Instead of an IE monoculture, we now have a WebKit/Blink one:

Chrome: 54.57%

Safari: 14.59%

Alibaba UC Browser: 7.86%

Opera: 3.89%

Samsung Internet: 3.41%

Android: 1.90%

That's a total of 86.22%. Plus ça change.

------
maephisto
No, no chance Firefox could get back to owning 20% or 30% again. Just look
around you, how many of the people you know made the switch? Most of the
people I know gave the new FF a try, concluded that it's fine and got back to
Chrome. Right now, there's just no reason to switch. Also, everybody's going
about FF consuming less memory than Chrome, but in my short personal test
there was no real difference.

------
cdevs
Long time Firefox user every since I left safari I tried Firefox and chrome
and didn't like chrome at all. Now I only run some linux with Firefox but have
chrome only as a back up to test or if YouTube has a glitchy anti Firefox day.

------
shmerl
I think currently, market share isn't dictated by quality, but more by pushing
stuff on users (Google is really obnoxious with it).

So it's not as much of a technical problem, as a marketing one.

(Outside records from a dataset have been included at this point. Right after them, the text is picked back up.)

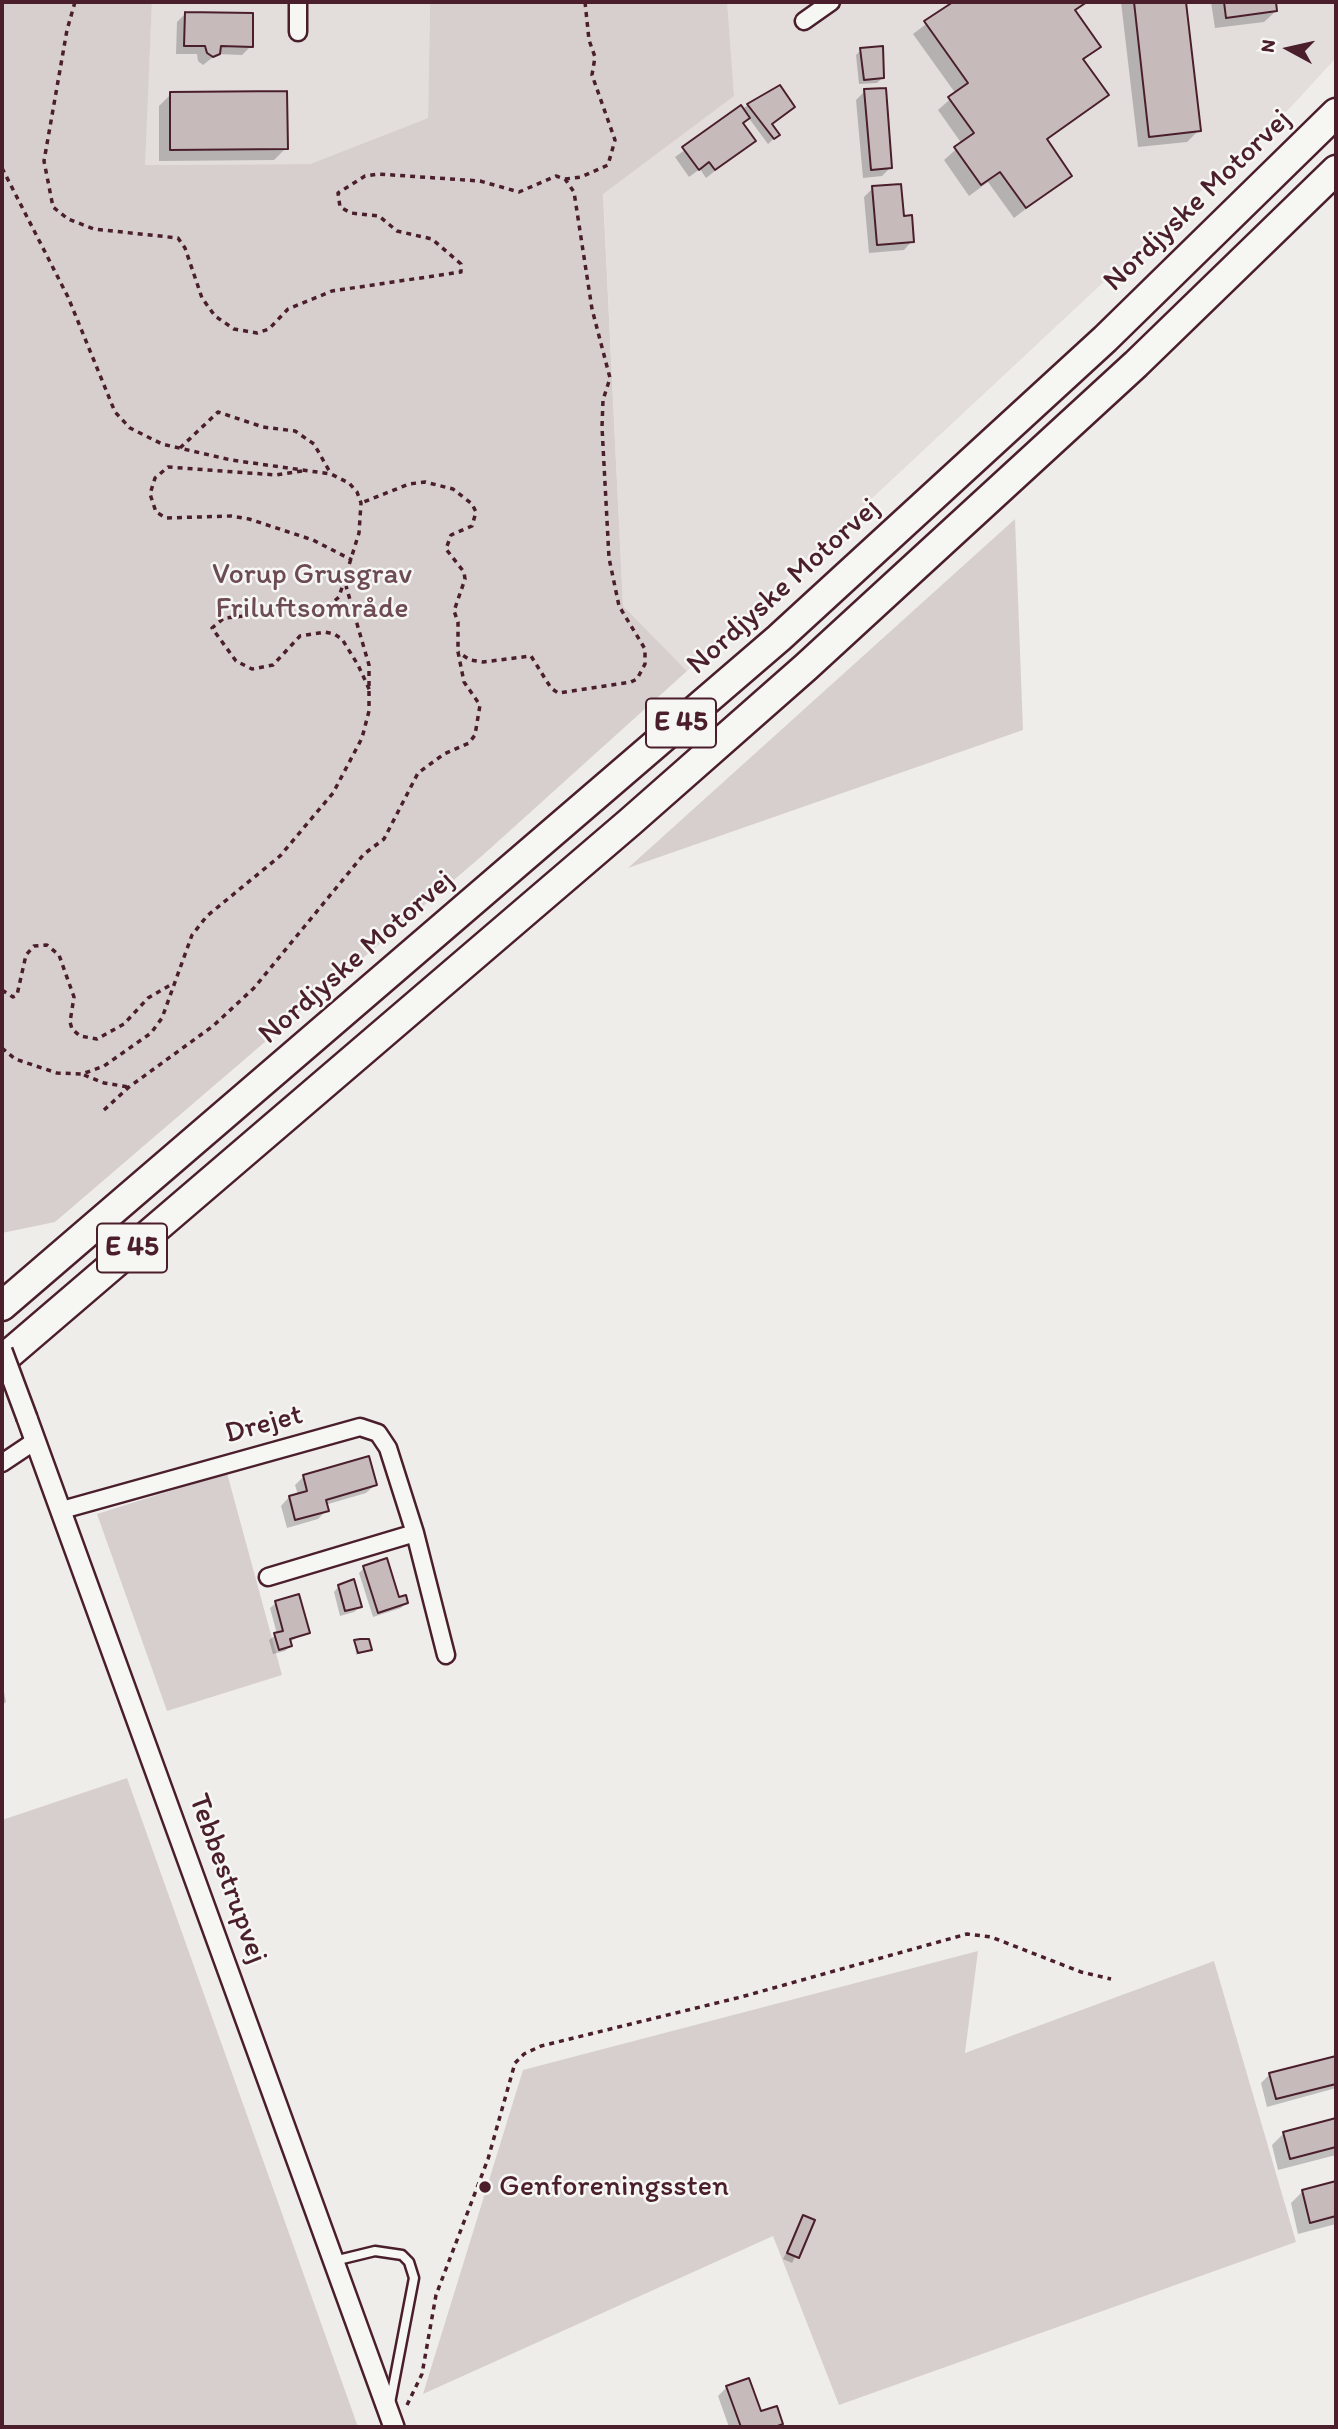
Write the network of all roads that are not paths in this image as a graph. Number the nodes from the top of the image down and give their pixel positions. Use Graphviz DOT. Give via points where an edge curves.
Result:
graph roads {
  1 [pos="298,2"];
  2 [pos="831,2"];
  3 [pos="804,21"];
  4 [pos="298,32"];
  5 [pos="1336,113"];
  6 [pos="1336,170"];
  7 [pos="2,1306"];
  8 [pos="2,1351"];
  9 [pos="2,1360"];
  10 [pos="35,1441"];
  11 [pos="2,1463"];
  12 [pos="62,1510"];
  13 [pos="415,1533"];
  14 [pos="268,1577"];
  15 [pos="446,1655"];
  16 [pos="334,2261"];
  17 [pos="391,2419"];
  1 -- 4 [label="street"];
  2 -- 3 [label="street"];
  5 -- 7 [label="highway, Nordjyske Motorvej / E 45" via="1105,338 779,638"];
  6 -- 9 [label="highway, E 45" via="1116,383 806,667"];
  8 -- 10 [label="street, Tebbestrupvej, bridge"];
  10 -- 11 [label="street"];
  10 -- 12 [label="street, Tebbestrupvej"];
  12 -- 13 [label="street, Drejet" via="360,1427 378,1433 388,1448"];
  12 -- 16 [label="street, Tebbestrupvej"];
  13 -- 14 [label="street"];
  13 -- 15 [label="street, Drejet"];
  16 -- 17 [label="street, Tebbestrupvej"];
  16 -- 17 [label="lane" via="375,2251 402,2255 409,2262 414,2278"];
}
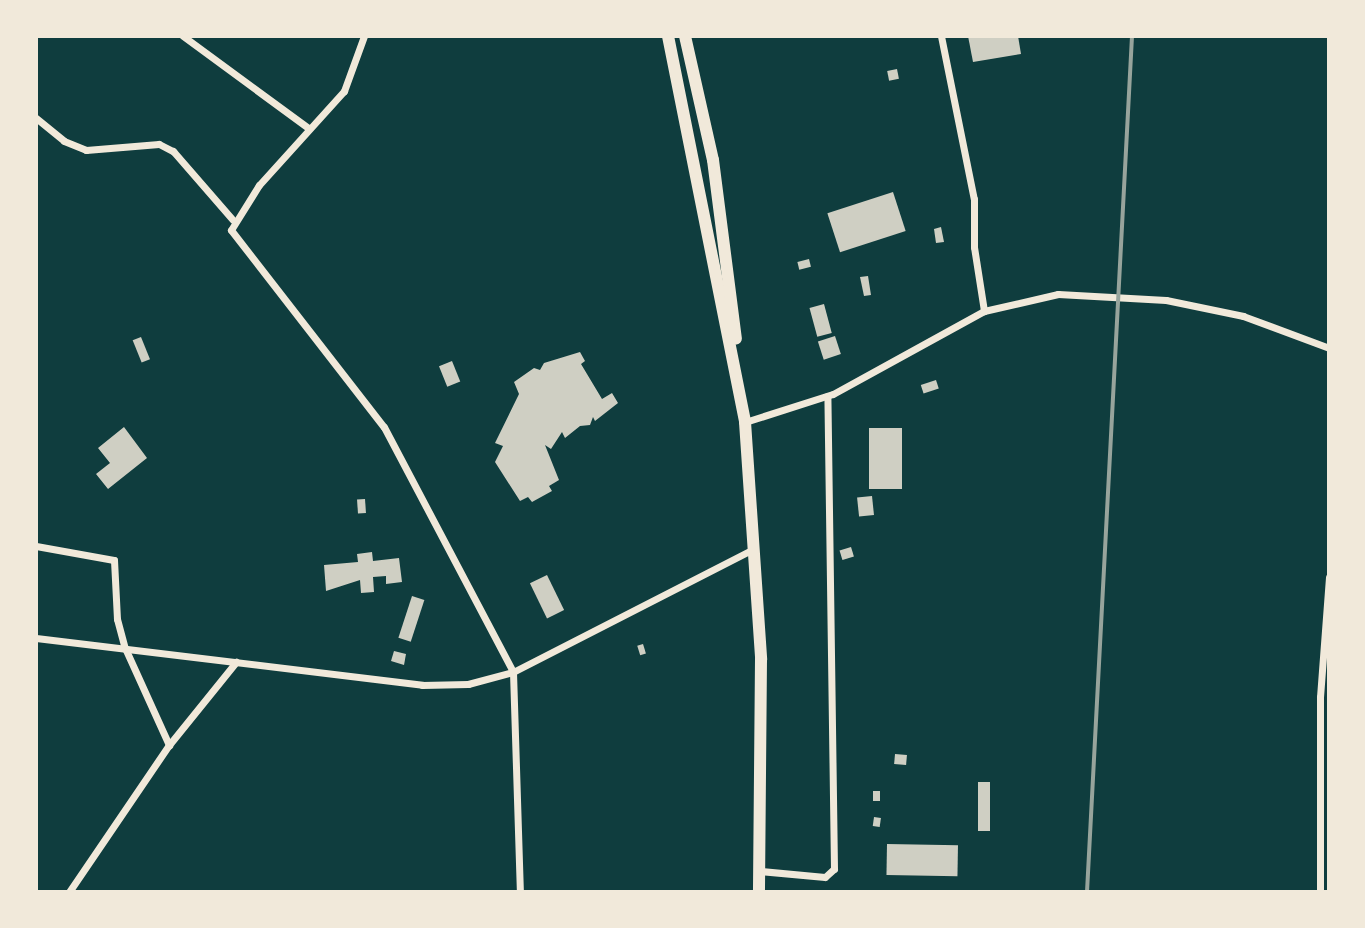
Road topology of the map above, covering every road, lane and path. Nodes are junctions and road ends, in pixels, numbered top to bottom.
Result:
1 (183, 36) edge
2 (364, 36) edge
3 (668, 36) edge
4 (685, 36) edge
5 (941, 36) edge
6 (36, 118) edge
7 (307, 127) junction
8 (233, 220) junction
9 (984, 311) junction
10 (1329, 348) edge
11 (738, 375) junction
12 (827, 396) junction
13 (745, 422) junction
14 (36, 546) edge
15 (753, 549) junction
16 (1329, 577) edge
17 (36, 638) edge
18 (125, 648) junction
19 (236, 662) junction
20 (513, 672) junction
21 (169, 745) junction
22 (760, 871) junction
23 (72, 891) edge
24 (520, 892) edge
25 (759, 892) edge
26 (1320, 892) edge

1 - 7 street
2 - 7 street
3 - 11 highway
4 - 11 highway
5 - 9 street
6 - 8 street
7 - 8 street
8 - 20 street
9 - 10 street
9 - 12 street
11 - 13 highway
12 - 13 street
12 - 22 street
13 - 15 highway
14 - 18 street
15 - 20 street
15 - 22 highway
16 - 26 street
17 - 18 street
18 - 19 street
18 - 21 street
19 - 20 street
19 - 21 street
20 - 24 street
21 - 23 street
22 - 25 highway

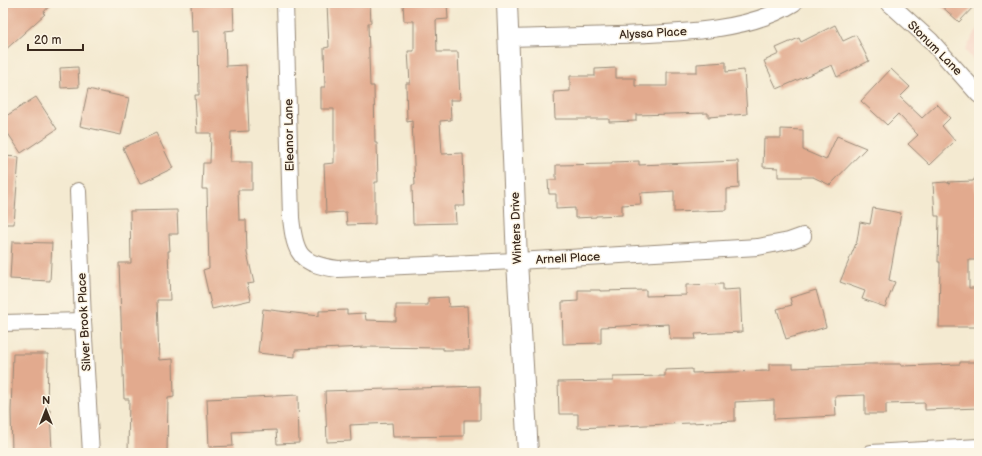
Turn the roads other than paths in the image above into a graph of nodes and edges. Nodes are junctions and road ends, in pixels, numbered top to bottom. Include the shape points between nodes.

May be mandating browser choice for mobile devices could help it, including
forcing Apple to remove the ban on competing browsers, which really should
have been tackled by anti-trust a long time ago.

------
clw8
After my first few hours using desktop Quantum I thought for sure I was
switching away from Chrome. But then videos stopped playing (audio would play
and the video would just be black) and didn't work again until restarting the
browser. And then it just kept happening every time it had been open for a
couple hours. Back to Chrome for now.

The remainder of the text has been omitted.